El que desprecia este mandato no desprecia a un hombre, sino a Dios, que os ha dado su Espíritu Santo.
Palabra de Dios

Salmo responsorial Sal 96, 1 y 2b. 5-6. 10. 11-12.
V/. Alegraos, justos, con el Señor.
R/. Alegraos, justos, con el Señor.

V/. El Señor reina, la tierra goza, se alegran las islas innumerables.
Justicia y derecho sostienen su trono. R/.

V/. Los montes se derriten como cera ante el dueño de toda la tierra.
Los cielos pregonan su justicia y todos los pueblos contemplan su gloria. R/.

V/. El Señor ama al que aborrece el mal, protege la vida de sus fieles y los libra de los malvados. R/.

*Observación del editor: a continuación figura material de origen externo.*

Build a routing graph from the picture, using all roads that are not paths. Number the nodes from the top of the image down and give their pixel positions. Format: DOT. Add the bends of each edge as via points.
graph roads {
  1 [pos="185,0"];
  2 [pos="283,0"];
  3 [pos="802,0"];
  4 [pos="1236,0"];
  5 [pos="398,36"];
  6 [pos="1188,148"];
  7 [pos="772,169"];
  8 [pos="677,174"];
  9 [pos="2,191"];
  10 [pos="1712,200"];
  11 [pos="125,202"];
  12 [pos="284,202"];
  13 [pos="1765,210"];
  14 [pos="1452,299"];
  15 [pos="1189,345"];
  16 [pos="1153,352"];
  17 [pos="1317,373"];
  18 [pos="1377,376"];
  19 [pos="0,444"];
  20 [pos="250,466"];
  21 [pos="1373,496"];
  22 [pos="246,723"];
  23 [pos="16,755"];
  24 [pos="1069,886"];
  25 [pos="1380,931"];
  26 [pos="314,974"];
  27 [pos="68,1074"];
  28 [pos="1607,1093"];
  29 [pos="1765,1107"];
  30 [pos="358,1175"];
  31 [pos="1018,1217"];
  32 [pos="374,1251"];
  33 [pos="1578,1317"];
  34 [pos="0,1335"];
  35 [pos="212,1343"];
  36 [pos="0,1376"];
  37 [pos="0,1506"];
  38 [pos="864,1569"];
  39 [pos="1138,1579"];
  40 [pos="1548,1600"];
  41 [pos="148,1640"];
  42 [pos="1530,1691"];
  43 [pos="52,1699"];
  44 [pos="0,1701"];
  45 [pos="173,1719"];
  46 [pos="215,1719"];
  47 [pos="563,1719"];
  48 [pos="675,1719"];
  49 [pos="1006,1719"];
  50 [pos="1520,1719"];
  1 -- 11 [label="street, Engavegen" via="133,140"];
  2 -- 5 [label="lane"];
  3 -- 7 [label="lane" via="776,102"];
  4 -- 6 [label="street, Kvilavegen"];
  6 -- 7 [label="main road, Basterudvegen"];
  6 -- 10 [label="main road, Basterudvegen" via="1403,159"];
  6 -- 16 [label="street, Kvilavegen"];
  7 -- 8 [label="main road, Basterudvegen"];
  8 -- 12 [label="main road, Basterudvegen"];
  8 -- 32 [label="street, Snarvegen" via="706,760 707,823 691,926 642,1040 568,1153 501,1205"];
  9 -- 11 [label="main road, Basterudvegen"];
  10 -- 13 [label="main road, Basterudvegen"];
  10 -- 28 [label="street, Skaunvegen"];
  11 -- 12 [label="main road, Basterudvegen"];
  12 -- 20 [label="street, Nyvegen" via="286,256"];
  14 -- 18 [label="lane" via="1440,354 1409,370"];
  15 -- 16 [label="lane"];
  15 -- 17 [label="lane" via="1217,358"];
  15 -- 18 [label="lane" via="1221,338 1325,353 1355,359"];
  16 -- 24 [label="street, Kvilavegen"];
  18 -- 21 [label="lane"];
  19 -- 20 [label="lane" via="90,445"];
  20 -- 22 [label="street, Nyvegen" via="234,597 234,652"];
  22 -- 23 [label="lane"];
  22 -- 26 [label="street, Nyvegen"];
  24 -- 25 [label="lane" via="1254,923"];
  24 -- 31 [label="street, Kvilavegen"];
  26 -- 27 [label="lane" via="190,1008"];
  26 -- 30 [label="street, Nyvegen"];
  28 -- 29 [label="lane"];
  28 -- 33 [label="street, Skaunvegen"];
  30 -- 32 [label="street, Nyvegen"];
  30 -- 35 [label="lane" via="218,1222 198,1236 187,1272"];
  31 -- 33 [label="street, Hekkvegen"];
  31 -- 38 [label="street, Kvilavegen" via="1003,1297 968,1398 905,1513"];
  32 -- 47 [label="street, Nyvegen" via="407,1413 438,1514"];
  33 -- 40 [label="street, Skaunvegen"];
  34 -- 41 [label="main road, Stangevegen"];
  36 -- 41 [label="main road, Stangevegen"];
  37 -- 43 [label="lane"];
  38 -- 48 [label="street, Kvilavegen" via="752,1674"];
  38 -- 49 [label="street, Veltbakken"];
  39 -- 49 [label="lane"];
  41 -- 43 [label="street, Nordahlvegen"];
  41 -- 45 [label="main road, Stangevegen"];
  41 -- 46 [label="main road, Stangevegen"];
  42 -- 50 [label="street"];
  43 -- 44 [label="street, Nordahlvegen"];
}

V/. Amanece la luz para el justo, y la alegría para los rectos de corazón.
Alegraos, justos, con el Señor, celebrad su santo nombre. R/.


EVANGELIO
Que llega el esposo, salid a recibirlo
+Lectura del santo Evangelio según San Mateo 25, 1-13
En aquel tiempo, dijo Jesús a sus discípulos esta parábola: El Reino de los Cielos se parecerá a diez doncellas que tomaron sus lámparas y salieron a esperar al esposo.
Cinco de ellas eran necias y cinco eran sensatas.
Las necias, al tomar las lámparas, se dejaron el aceite; en cambio, las sensatas se llevaron alcuzas de aceite con las lámparas.
El esposo tardaba, les entró sueño a todas y se durmieron.
A medianoche se oyó una voz: «Que llega el esposo, salid a recibirlo!» Entonces se despertaron todas aquellas doncellas y se pusieron a preparar sus lámparas.
Y las necias dijeron a las sensatas: «Dadnos un poco de vuestro aceite, que se nos apagan las lámparas».
Pero las sensatas contestaron: «Por si acaso no hay bastante para vosotras y nosotras, mejor es que vayáis a la tienda y os lo compréis».
Mientras iban a comprarlo llegó el esposo, y las que estaban preparadas entraron con él al banquete de bodas y se cerró la puerta.
Más tarde llegaron también las otras doncellas, diciendo: «Señor, señor, ábrenos».
Pero él respondió: «Os lo aseguro: no os conozco».

Por tanto, velad, porque no sabéis el día ni la hora.